Rhythm remains dependent on a single marketed product, IMCIVREE, so any safety, reimbursement, or competitive setback would hit the whole company. It is not yet profitable and posts substantial quarterly net losses (around $56 million in the first quarter of 2026), so it relies on its cash balance (about $341 million as of the first quarter of 2026) and potential future financing. The valuation, with a market cap near $8 billion against roughly $220 million in trailing revenue, prices in aggressive future growth that may not materialize.

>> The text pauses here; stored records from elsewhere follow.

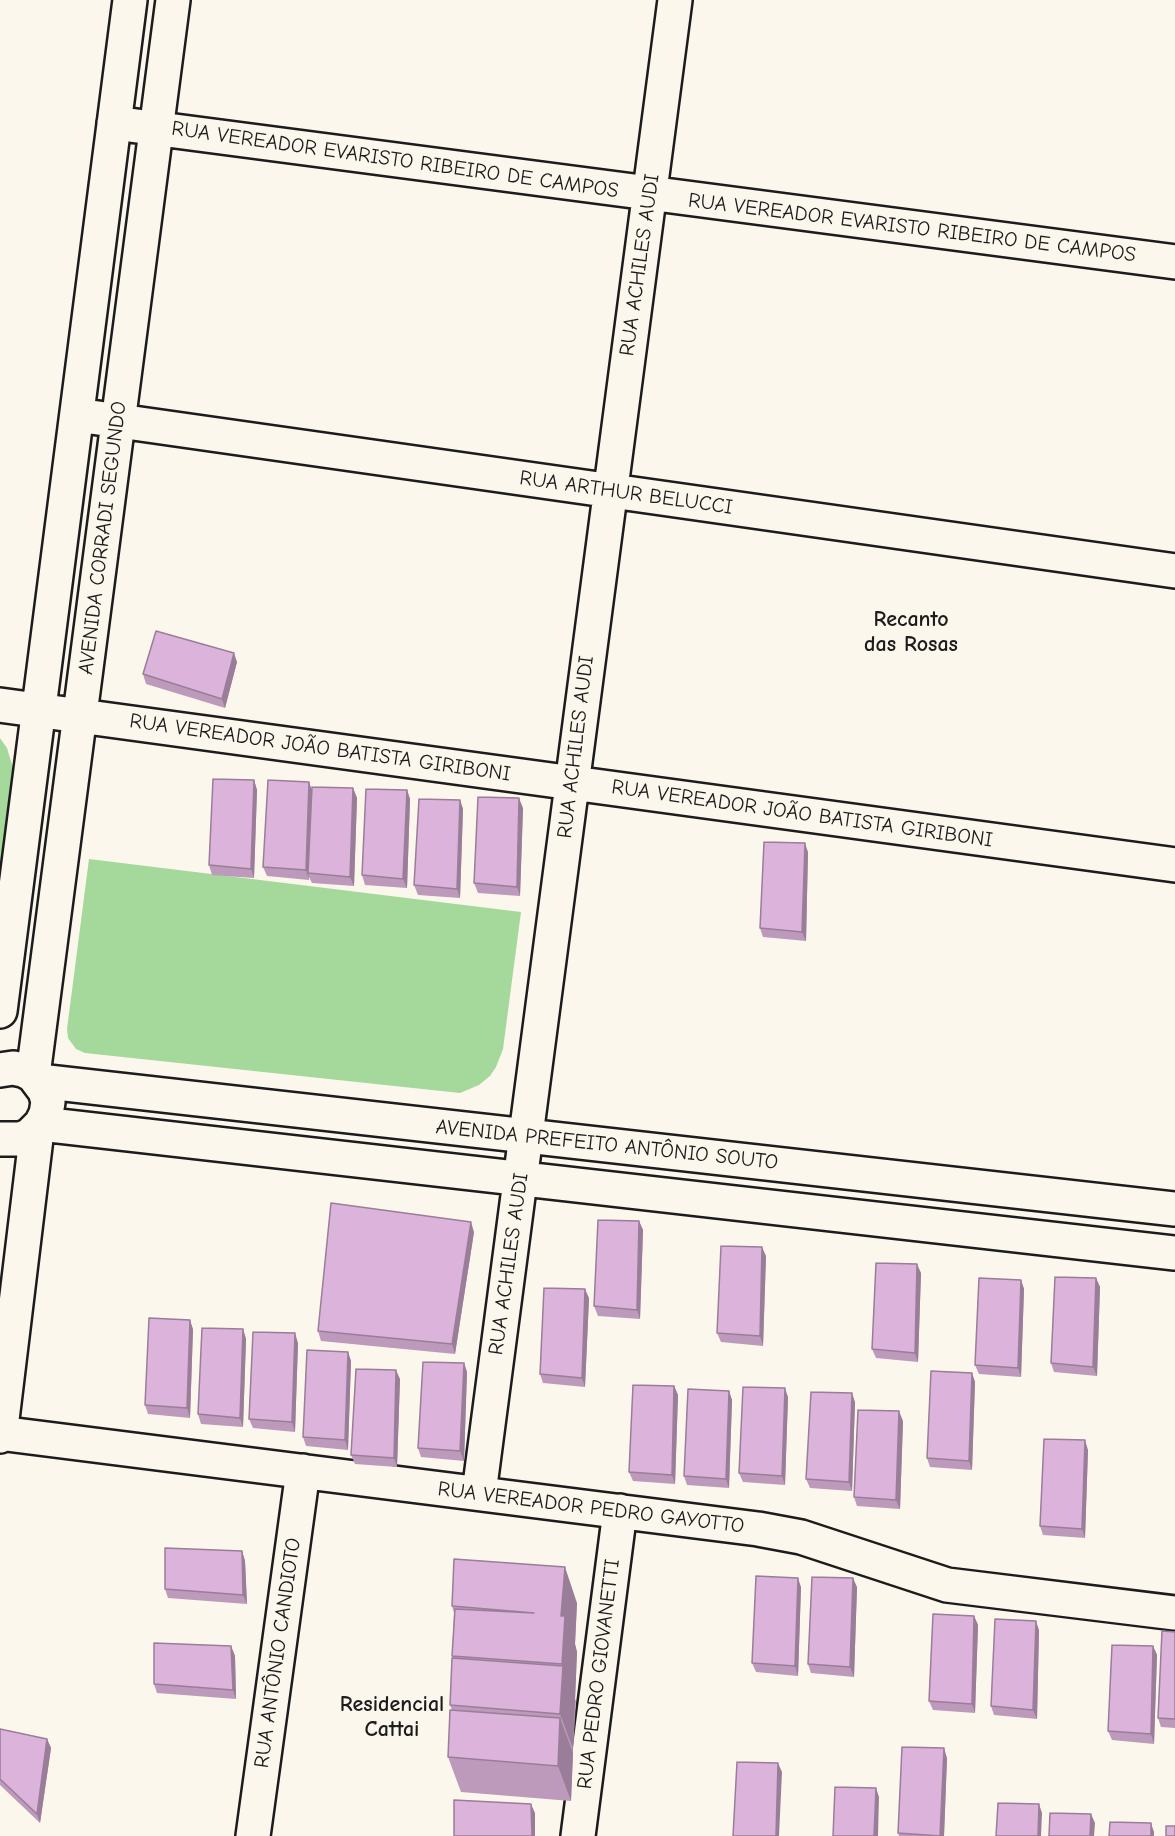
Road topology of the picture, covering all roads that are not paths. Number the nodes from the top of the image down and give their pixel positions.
1 (130, 0) edge
2 (173, 0) edge
3 (675, 0) edge
4 (114, 123) junction
5 (156, 128) junction
6 (649, 193) junction
7 (1175, 262) edge
8 (77, 415) junction
9 (118, 421) junction
10 (609, 490) junction
11 (1175, 571) edge
12 (0, 705) edge
13 (40, 710) junction
14 (80, 716) junction
15 (572, 783) junction
16 (1175, 866) edge
17 (0, 1011) edge
18 (0, 1070) edge
19 (36, 1078) junction
20 (39, 1127) junction
21 (526, 1136) junction
22 (0, 1139) edge
23 (521, 1179) junction
24 (1175, 1209) edge
25 (1175, 1253) edge
26 (0, 1434) edge
27 (303, 1471) junction
28 (479, 1493) junction
29 (620, 1511) junction
30 (1175, 1613) edge
31 (253, 1836) edge
32 (578, 1836) edge

1 - 4 street, AVENIDA CORRADI SEGUNDO
2 - 5 street, AVENIDA CORRADI SEGUNDO
3 - 6 street, RUA ACHILES AUDI
4 - 5 street, RUA VEREADOR EVARISTO RIBEIRO DE CAMPOS
4 - 8 street, AVENIDA CORRADI SEGUNDO
5 - 6 street, RUA VEREADOR EVARISTO RIBEIRO DE CAMPOS
5 - 9 street, AVENIDA CORRADI SEGUNDO
6 - 7 street, RUA VEREADOR EVARISTO RIBEIRO DE CAMPOS
6 - 10 street, RUA ACHILES AUDI
8 - 9 street, RUA ARTHUR BELUCCI
8 - 13 street, AVENIDA CORRADI SEGUNDO
9 - 10 street, RUA ARTHUR BELUCCI
9 - 14 street, AVENIDA CORRADI SEGUNDO
10 - 11 street, RUA ARTHUR BELUCCI
10 - 15 street, RUA ACHILES AUDI
12 - 13 street, RUA VEREADOR JOÃO BATISTA GIRIBONI
13 - 14 street, RUA VEREADOR JOÃO BATISTA GIRIBONI
13 - 17 street, AVENIDA CORRADI SEGUNDO
14 - 15 street, RUA VEREADOR JOÃO BATISTA GIRIBONI
14 - 19 street, AVENIDA CORRADI SEGUNDO
15 - 16 street, RUA VEREADOR JOÃO BATISTA GIRIBONI
15 - 21 street, RUA ACHILES AUDI
18 - 19 street, AVENIDA PREFEITO ANTÔNIO SOUTO
19 - 20 street
19 - 21 street, AVENIDA PREFEITO ANTÔNIO SOUTO
20 - 22 street
20 - 23 street, AVENIDA PREFEITO ANTÔNIO SOUTO
20 - 26 street
21 - 23 street, RUA ACHILES AUDI
21 - 24 street, AVENIDA PREFEITO ANTÔNIO SOUTO
23 - 25 street, AVENIDA PREFEITO ANTÔNIO SOUTO
23 - 28 street, RUA ACHILES AUDI
26 - 27 street, RUA VEREADOR PEDRO GAYOTTO
27 - 28 street, RUA VEREADOR PEDRO GAYOTTO
27 - 31 street, RUA ANTÔNIO CANDIOTO
28 - 29 street, RUA VEREADOR PEDRO GAYOTTO
29 - 30 street, RUA VEREADOR PEDRO GAYOTTO
29 - 32 street, RUA PEDRO GIOVANETTI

Clinical trials such as the bivamelagon Phase 3 can fail, and the broader obesity market is dominated by far larger GLP-1 players like Novo Nordisk and Eli Lilly whose drugs could encroach on parts of Rhythm's niche.

What does Rhythm Pharmaceuticals do?

+

Rhythm develops treatments for rare diseases of obesity driven by the brain's MC4R pathway. Its marketed drug, IMCIVREE (setmelanotide), is approved for certain rare genetic obesity disorders, Bardet-Biedl syndrome, and, as of March 2026, acquired hypothalamic obesity.

Is Rhythm Pharmaceuticals profitable?

+

No. As of July 2026 Rhythm is still unprofitable, reporting a net loss of roughly $55.6 million in the first quarter of 2026 as it spends heavily on its product launch and pipeline. It funds operations from its cash balance of about $341 million.

How much revenue does Rhythm generate?

+

IMCIVREE produced about $60.1 million in net product revenue in the first quarter of 2026, up modestly from the prior quarter, for roughly $220 million on a trailing-twelve-month basis. Revenue is split between the U.S. and international markets.

What is IMCIVREE approved for?

+

IMCIVREE (setmelanotide) is approved for certain rare MC4R-pathway genetic obesity disorders and Bardet-Biedl syndrome, and in March 2026 the FDA approved it for acquired hypothalamic obesity, a form of weight gain caused by damage to the hypothalamus.

Walnut is informational and is not an investment adviser. This page is educational and not a recommendation to buy or sell RYTM; figures are approximate and dated, and your own situation, time horizon, and risk tolerance should drive any decision. Verify current data before investing.